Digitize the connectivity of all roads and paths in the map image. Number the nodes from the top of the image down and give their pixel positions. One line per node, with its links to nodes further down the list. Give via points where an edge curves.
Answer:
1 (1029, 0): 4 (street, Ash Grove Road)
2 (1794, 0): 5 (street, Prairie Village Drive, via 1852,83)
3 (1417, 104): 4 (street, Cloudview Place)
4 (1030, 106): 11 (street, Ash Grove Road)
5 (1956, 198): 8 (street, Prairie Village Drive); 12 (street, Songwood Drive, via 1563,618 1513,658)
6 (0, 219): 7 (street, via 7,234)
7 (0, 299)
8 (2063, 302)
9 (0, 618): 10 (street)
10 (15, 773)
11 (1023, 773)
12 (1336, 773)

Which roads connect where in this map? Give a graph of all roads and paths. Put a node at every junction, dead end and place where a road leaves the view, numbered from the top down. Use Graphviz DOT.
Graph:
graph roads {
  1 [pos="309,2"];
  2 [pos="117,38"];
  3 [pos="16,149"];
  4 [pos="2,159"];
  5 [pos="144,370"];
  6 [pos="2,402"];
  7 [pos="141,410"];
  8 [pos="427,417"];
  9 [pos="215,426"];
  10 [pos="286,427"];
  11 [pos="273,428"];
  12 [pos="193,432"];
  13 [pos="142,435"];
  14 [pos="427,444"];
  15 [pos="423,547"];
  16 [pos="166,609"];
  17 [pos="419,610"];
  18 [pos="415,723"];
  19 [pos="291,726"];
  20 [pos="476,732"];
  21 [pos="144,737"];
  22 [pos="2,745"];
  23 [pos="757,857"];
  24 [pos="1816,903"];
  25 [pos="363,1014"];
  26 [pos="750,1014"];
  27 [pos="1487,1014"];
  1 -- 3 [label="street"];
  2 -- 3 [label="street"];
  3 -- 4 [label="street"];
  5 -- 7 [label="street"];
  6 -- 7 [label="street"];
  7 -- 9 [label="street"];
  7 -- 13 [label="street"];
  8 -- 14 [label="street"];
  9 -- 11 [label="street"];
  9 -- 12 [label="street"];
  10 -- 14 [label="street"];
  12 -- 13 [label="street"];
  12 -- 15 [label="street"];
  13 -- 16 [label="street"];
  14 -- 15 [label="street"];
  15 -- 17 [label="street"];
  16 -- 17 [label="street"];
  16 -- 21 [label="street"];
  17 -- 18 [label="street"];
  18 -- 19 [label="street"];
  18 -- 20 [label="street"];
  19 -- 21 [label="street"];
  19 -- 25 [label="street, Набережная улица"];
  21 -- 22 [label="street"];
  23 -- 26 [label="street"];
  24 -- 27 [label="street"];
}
——————————
### [Requirement]
Write the data back out verbatim.

### [Exercise result]
Digitize the connectivity of all roads and paths in the map image. Number the nodes from the top of the image down and give their pixel positions. One line per node, with its links to nodes further down the list. Give via points where an edge curves.
Answer:
1 (1029, 0): 4 (street, Ash Grove Road)
2 (1794, 0): 5 (street, Prairie Village Drive, via 1852,83)
3 (1417, 104): 4 (street, Cloudview Place)
4 (1030, 106): 11 (street, Ash Grove Road)
5 (1956, 198): 8 (street, Prairie Village Drive); 12 (street, Songwood Drive, via 1563,618 1513,658)
6 (0, 219): 7 (street, via 7,234)
7 (0, 299)
8 (2063, 302)
9 (0, 618): 10 (street)
10 (15, 773)
11 (1023, 773)
12 (1336, 773)

Which roads connect where in this map? Give a graph of all roads and paths. Put a node at every junction, dead end and place where a road leaves the view, numbered from the top down. Use Graphviz DOT.
Graph:
graph roads {
  1 [pos="309,2"];
  2 [pos="117,38"];
  3 [pos="16,149"];
  4 [pos="2,159"];
  5 [pos="144,370"];
  6 [pos="2,402"];
  7 [pos="141,410"];
  8 [pos="427,417"];
  9 [pos="215,426"];
  10 [pos="286,427"];
  11 [pos="273,428"];
  12 [pos="193,432"];
  13 [pos="142,435"];
  14 [pos="427,444"];
  15 [pos="423,547"];
  16 [pos="166,609"];
  17 [pos="419,610"];
  18 [pos="415,723"];
  19 [pos="291,726"];
  20 [pos="476,732"];
  21 [pos="144,737"];
  22 [pos="2,745"];
  23 [pos="757,857"];
  24 [pos="1816,903"];
  25 [pos="363,1014"];
  26 [pos="750,1014"];
  27 [pos="1487,1014"];
  1 -- 3 [label="street"];
  2 -- 3 [label="street"];
  3 -- 4 [label="street"];
  5 -- 7 [label="street"];
  6 -- 7 [label="street"];
  7 -- 9 [label="street"];
  7 -- 13 [label="street"];
  8 -- 14 [label="street"];
  9 -- 11 [label="street"];
  9 -- 12 [label="street"];
  10 -- 14 [label="street"];
  12 -- 13 [label="street"];
  12 -- 15 [label="street"];
  13 -- 16 [label="street"];
  14 -- 15 [label="street"];
  15 -- 17 [label="street"];
  16 -- 17 [label="street"];
  16 -- 21 [label="street"];
  17 -- 18 [label="street"];
  18 -- 19 [label="street"];
  18 -- 20 [label="street"];
  19 -- 21 [label="street"];
  19 -- 25 [label="street, Набережная улица"];
  21 -- 22 [label="street"];
  23 -- 26 [label="street"];
  24 -- 27 [label="street"];
}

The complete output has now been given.